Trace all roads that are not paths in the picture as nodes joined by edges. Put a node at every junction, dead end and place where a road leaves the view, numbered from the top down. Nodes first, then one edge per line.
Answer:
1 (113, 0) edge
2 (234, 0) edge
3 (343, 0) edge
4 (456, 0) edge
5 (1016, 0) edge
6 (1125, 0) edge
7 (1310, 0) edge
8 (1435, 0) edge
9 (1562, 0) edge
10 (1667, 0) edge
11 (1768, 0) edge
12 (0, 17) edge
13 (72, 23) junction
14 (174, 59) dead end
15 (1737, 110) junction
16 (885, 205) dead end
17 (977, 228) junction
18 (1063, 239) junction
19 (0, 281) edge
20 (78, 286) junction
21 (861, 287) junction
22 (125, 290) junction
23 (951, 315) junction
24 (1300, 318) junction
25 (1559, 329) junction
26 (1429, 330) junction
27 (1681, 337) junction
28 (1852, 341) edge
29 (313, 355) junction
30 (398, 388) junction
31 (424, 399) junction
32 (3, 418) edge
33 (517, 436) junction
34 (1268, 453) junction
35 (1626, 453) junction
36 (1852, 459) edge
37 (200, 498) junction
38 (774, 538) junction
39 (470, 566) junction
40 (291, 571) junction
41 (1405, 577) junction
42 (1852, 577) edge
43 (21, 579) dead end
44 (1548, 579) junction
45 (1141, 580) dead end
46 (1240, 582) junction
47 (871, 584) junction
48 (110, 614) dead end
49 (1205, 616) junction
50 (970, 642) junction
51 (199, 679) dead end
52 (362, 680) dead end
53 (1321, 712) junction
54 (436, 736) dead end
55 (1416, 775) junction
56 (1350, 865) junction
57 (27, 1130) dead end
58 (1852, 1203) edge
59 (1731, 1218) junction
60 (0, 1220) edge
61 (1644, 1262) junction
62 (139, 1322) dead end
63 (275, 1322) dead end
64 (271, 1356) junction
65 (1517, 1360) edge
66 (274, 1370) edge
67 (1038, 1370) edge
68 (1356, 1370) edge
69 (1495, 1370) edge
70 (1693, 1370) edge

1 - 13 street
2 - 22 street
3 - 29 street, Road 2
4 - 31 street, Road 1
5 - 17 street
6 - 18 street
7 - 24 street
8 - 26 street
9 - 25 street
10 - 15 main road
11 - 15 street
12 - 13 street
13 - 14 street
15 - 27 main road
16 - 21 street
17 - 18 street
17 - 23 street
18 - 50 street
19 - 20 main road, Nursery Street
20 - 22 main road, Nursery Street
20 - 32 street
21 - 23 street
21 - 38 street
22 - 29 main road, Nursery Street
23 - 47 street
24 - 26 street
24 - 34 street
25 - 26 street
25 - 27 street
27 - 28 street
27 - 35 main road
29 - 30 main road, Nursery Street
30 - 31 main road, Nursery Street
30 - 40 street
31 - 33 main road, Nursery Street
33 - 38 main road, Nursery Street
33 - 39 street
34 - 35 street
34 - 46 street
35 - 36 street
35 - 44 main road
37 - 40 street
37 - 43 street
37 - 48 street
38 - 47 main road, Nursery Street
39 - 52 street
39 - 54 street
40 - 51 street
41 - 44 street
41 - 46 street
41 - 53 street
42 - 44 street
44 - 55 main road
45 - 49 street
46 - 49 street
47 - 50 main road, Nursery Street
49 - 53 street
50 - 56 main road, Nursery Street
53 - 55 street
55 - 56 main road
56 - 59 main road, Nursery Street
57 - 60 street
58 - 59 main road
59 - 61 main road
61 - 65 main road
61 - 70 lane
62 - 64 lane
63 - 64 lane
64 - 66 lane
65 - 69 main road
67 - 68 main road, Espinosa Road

-----

** Action item **
What is the number of lines in the entries above that hold the string "dead"? Please state that number alone.

** Expected output **
12